[Prompt]
Whatever appears in the listing, return all of it exactly.

[Records shown]
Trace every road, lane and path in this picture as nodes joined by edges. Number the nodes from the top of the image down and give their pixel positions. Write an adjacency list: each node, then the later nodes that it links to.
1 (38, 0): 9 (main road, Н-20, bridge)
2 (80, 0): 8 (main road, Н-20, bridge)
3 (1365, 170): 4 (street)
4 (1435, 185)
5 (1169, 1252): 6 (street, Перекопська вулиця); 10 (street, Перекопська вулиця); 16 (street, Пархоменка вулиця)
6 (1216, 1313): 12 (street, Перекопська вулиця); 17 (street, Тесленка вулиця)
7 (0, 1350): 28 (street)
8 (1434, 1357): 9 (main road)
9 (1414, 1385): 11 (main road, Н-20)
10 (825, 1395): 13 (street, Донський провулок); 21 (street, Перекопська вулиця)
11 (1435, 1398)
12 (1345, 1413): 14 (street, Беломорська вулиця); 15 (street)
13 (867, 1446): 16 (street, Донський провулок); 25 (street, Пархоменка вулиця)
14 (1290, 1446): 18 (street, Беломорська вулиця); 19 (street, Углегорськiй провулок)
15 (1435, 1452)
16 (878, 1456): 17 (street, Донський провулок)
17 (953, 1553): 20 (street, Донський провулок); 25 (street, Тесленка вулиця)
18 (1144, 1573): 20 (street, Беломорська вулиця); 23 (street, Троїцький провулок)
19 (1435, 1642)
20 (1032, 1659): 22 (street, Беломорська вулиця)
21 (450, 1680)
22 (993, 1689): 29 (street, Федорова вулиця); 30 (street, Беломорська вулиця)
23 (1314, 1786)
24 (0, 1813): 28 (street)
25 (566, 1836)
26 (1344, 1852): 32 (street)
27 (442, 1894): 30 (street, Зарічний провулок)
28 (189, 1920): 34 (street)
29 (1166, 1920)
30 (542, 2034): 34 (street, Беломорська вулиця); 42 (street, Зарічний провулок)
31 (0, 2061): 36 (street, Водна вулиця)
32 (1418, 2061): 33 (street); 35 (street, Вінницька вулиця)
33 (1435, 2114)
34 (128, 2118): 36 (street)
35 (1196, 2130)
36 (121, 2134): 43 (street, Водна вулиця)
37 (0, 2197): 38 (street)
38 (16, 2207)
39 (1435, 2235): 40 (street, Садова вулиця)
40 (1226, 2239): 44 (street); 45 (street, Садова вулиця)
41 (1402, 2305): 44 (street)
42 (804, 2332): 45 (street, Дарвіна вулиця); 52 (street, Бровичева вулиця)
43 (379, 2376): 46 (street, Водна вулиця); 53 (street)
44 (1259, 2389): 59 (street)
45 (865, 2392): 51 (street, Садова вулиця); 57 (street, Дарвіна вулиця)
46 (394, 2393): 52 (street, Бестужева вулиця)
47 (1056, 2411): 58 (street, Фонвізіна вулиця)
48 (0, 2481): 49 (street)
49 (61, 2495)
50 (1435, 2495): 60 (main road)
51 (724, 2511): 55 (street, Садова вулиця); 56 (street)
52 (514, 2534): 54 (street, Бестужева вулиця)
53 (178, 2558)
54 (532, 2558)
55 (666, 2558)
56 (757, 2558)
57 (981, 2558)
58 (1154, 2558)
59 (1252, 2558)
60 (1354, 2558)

[Worked solution]
Trace every road, lane and path in this picture as nodes joined by edges. Number the nodes from the top of the image down and give their pixel positions. Write an adjacency list: each node, then the later nodes that it links to.
1 (38, 0): 9 (main road, Н-20, bridge)
2 (80, 0): 8 (main road, Н-20, bridge)
3 (1365, 170): 4 (street)
4 (1435, 185)
5 (1169, 1252): 6 (street, Перекопська вулиця); 10 (street, Перекопська вулиця); 16 (street, Пархоменка вулиця)
6 (1216, 1313): 12 (street, Перекопська вулиця); 17 (street, Тесленка вулиця)
7 (0, 1350): 28 (street)
8 (1434, 1357): 9 (main road)
9 (1414, 1385): 11 (main road, Н-20)
10 (825, 1395): 13 (street, Донський провулок); 21 (street, Перекопська вулиця)
11 (1435, 1398)
12 (1345, 1413): 14 (street, Беломорська вулиця); 15 (street)
13 (867, 1446): 16 (street, Донський провулок); 25 (street, Пархоменка вулиця)
14 (1290, 1446): 18 (street, Беломорська вулиця); 19 (street, Углегорськiй провулок)
15 (1435, 1452)
16 (878, 1456): 17 (street, Донський провулок)
17 (953, 1553): 20 (street, Донський провулок); 25 (street, Тесленка вулиця)
18 (1144, 1573): 20 (street, Беломорська вулиця); 23 (street, Троїцький провулок)
19 (1435, 1642)
20 (1032, 1659): 22 (street, Беломорська вулиця)
21 (450, 1680)
22 (993, 1689): 29 (street, Федорова вулиця); 30 (street, Беломорська вулиця)
23 (1314, 1786)
24 (0, 1813): 28 (street)
25 (566, 1836)
26 (1344, 1852): 32 (street)
27 (442, 1894): 30 (street, Зарічний провулок)
28 (189, 1920): 34 (street)
29 (1166, 1920)
30 (542, 2034): 34 (street, Беломорська вулиця); 42 (street, Зарічний провулок)
31 (0, 2061): 36 (street, Водна вулиця)
32 (1418, 2061): 33 (street); 35 (street, Вінницька вулиця)
33 (1435, 2114)
34 (128, 2118): 36 (street)
35 (1196, 2130)
36 (121, 2134): 43 (street, Водна вулиця)
37 (0, 2197): 38 (street)
38 (16, 2207)
39 (1435, 2235): 40 (street, Садова вулиця)
40 (1226, 2239): 44 (street); 45 (street, Садова вулиця)
41 (1402, 2305): 44 (street)
42 (804, 2332): 45 (street, Дарвіна вулиця); 52 (street, Бровичева вулиця)
43 (379, 2376): 46 (street, Водна вулиця); 53 (street)
44 (1259, 2389): 59 (street)
45 (865, 2392): 51 (street, Садова вулиця); 57 (street, Дарвіна вулиця)
46 (394, 2393): 52 (street, Бестужева вулиця)
47 (1056, 2411): 58 (street, Фонвізіна вулиця)
48 (0, 2481): 49 (street)
49 (61, 2495)
50 (1435, 2495): 60 (main road)
51 (724, 2511): 55 (street, Садова вулиця); 56 (street)
52 (514, 2534): 54 (street, Бестужева вулиця)
53 (178, 2558)
54 (532, 2558)
55 (666, 2558)
56 (757, 2558)
57 (981, 2558)
58 (1154, 2558)
59 (1252, 2558)
60 (1354, 2558)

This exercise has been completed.